I inherited GFI MailEssentials and MailSecurity recently.
I was troubleshooting a problem today where an SMTP sender was getting an NDR when emailing one of my users, but the exchange message tracking center claimed the message was delivered to the store.
Enter GFI MailEssentials, which optionally sends an NDR when it thinks something is spam. Here’s the fun catch though, it sends a 5.1.1 “email account does not exist”. In hopes of convincing the spammer the account doesn’t exist anymore? As if bulk mailers use legitimate return addresses.

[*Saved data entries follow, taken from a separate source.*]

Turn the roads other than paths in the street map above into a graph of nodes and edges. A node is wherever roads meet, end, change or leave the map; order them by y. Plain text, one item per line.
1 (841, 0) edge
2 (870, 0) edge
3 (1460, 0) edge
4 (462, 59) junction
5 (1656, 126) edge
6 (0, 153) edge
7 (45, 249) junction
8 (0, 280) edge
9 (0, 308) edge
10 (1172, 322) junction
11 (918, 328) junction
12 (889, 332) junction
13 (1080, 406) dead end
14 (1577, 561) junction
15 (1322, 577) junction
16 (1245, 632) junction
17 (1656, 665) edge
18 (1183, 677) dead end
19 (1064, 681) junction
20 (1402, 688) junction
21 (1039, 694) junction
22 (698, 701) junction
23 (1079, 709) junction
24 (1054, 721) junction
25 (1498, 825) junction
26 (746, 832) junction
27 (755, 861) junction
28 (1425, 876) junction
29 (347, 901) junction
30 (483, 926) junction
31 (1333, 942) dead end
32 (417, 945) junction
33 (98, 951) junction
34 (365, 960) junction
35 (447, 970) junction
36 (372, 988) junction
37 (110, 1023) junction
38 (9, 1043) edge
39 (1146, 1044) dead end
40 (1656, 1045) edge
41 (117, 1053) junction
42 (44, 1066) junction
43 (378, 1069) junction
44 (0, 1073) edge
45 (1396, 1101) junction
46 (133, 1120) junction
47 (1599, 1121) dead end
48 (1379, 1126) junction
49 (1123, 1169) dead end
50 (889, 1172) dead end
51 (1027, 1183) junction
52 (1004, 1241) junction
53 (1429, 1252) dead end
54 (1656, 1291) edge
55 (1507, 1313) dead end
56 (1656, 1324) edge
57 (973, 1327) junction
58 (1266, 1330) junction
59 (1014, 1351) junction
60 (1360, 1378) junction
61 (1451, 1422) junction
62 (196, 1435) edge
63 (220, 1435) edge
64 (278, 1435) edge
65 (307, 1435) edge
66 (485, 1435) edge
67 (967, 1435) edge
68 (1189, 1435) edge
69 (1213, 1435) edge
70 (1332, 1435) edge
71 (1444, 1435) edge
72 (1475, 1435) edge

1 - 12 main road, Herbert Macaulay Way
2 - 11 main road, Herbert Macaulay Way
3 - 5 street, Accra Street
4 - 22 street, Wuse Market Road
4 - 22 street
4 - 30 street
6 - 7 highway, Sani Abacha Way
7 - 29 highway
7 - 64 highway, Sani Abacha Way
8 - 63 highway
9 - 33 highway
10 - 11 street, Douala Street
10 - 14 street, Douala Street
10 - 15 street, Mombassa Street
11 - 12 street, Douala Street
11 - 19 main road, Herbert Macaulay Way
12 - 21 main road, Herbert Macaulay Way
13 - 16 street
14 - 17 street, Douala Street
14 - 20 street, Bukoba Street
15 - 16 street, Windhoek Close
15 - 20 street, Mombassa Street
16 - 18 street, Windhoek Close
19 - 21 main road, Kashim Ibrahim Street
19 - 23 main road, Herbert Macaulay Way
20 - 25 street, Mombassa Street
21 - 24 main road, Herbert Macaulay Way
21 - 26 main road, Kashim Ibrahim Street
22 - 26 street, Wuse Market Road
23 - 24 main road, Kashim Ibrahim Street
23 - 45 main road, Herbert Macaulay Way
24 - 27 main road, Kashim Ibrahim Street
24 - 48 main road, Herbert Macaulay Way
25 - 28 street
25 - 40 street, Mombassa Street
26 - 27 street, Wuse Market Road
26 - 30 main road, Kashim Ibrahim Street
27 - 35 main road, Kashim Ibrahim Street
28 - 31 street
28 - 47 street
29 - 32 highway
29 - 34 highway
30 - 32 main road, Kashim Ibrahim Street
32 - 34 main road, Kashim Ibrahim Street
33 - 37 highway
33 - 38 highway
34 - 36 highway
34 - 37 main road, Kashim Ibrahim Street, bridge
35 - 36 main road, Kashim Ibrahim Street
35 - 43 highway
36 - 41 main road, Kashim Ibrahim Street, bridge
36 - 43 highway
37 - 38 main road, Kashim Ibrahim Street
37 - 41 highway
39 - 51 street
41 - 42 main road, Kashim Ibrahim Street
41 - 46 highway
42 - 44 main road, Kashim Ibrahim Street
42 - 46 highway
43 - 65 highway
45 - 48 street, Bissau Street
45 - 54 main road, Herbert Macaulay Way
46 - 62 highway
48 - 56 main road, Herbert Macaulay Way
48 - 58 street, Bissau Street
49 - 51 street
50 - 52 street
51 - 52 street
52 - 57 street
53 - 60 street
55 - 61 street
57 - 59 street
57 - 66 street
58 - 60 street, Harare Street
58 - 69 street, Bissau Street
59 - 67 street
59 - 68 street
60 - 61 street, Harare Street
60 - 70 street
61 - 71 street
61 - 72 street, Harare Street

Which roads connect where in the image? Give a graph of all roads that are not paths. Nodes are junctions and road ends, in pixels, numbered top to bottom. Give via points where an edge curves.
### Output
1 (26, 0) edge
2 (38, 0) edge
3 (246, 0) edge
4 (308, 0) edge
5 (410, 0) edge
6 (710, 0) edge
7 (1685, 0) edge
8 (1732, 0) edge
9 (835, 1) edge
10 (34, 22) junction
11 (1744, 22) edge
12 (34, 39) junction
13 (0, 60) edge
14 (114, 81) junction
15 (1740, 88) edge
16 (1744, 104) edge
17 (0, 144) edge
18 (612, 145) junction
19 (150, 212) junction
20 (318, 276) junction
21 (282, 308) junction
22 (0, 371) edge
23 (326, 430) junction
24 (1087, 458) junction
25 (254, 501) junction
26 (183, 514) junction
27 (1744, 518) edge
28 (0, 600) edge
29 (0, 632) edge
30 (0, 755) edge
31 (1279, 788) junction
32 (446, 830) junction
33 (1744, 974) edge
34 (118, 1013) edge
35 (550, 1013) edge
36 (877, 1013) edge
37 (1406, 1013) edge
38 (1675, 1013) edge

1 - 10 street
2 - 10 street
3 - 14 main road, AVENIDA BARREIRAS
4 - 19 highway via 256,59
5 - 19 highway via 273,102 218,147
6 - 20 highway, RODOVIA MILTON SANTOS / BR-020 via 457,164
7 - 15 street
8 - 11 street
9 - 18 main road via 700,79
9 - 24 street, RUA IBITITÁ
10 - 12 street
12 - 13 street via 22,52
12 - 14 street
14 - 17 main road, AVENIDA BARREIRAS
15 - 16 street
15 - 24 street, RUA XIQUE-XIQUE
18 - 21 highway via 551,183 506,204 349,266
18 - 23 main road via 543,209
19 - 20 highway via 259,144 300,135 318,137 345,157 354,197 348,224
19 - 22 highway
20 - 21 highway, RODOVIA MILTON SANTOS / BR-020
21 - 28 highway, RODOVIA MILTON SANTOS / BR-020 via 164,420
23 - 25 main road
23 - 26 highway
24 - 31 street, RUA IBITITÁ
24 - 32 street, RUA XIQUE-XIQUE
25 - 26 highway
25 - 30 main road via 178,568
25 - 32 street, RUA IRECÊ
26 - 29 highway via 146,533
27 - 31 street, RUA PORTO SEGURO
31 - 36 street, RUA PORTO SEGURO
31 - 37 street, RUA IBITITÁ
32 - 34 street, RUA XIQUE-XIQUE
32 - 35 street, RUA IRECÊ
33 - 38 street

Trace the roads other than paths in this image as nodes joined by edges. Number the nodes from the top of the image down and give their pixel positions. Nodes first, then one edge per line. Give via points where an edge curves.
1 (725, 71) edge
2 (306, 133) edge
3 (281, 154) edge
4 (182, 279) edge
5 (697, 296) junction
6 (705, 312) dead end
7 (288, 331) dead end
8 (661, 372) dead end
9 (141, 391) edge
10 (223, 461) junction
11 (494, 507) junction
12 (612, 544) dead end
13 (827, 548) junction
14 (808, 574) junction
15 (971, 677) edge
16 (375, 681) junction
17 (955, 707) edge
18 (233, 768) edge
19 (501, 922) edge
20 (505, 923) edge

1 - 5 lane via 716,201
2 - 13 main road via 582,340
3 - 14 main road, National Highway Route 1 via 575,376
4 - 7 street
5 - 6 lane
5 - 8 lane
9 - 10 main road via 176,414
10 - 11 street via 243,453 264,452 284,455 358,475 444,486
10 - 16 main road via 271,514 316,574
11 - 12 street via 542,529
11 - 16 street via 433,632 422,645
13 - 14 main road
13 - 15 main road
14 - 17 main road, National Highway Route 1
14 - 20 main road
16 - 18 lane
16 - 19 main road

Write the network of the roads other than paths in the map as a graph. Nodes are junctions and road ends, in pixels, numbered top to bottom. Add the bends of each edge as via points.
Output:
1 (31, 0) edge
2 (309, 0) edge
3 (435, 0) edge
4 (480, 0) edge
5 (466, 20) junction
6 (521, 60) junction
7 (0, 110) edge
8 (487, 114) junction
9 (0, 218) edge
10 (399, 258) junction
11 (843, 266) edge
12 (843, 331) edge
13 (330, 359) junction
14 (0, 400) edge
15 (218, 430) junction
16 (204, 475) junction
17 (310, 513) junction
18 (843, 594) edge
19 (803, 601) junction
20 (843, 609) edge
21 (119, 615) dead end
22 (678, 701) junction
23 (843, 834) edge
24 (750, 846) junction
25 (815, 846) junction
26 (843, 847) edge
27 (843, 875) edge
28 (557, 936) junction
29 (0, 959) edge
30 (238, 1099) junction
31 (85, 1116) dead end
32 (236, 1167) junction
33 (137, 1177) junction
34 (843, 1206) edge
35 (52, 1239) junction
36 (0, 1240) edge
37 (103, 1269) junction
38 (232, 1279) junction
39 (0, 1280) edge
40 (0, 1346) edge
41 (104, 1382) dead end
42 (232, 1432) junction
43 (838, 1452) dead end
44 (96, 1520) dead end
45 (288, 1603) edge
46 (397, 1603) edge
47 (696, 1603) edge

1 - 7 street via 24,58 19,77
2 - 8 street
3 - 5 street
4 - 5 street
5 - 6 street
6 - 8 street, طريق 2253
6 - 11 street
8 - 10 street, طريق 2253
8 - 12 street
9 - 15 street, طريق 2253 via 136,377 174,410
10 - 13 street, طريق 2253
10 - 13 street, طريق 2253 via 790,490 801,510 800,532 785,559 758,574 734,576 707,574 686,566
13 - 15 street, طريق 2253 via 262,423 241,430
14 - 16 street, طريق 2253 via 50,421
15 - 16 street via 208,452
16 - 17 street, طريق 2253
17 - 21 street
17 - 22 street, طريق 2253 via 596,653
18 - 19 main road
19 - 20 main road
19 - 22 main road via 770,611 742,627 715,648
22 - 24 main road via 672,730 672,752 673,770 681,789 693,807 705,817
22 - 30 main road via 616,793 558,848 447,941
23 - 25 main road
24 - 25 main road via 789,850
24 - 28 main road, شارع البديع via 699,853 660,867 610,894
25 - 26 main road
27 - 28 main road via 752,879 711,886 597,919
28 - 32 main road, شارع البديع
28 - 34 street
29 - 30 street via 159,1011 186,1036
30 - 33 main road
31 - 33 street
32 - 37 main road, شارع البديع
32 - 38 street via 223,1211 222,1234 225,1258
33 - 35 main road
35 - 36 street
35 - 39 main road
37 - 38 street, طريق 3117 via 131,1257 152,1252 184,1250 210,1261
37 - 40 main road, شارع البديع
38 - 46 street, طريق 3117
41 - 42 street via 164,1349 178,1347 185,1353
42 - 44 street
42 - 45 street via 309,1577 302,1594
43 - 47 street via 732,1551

It’s certainly not to inform the legitimate user their mail was rejected, as the NDR is a farce. It’s not signaling exchange to send an NDR, but rather taking these actions itself, so make sure logging is on. Fortunately there’s a template file in MailEssentials\templates called ndr.xml. Open it up in notepad, change the 5.1.1 references to 5.5.0 and put in your own custom anti-spam message instead of “this user does not exist”.
Not that this software should be sending NDRs. I’m sure I’m flooding the net with NDRs, but it looks like it’s hooking after the smtp service, not into or before. I’ll replace it with SA eventually.
The NDR template just wasn’t working and GFI never replied the last time I sent them the requested tech support logs. I ran into an issue a couple of weeks ago where messages would go to GFI (sent to advanced queuing in Exchange System Manager) and never come back. Stopping GFI would get the messages back. I just deinstalled GFI and I’m replacing it with a traditional SpamAssassin installation.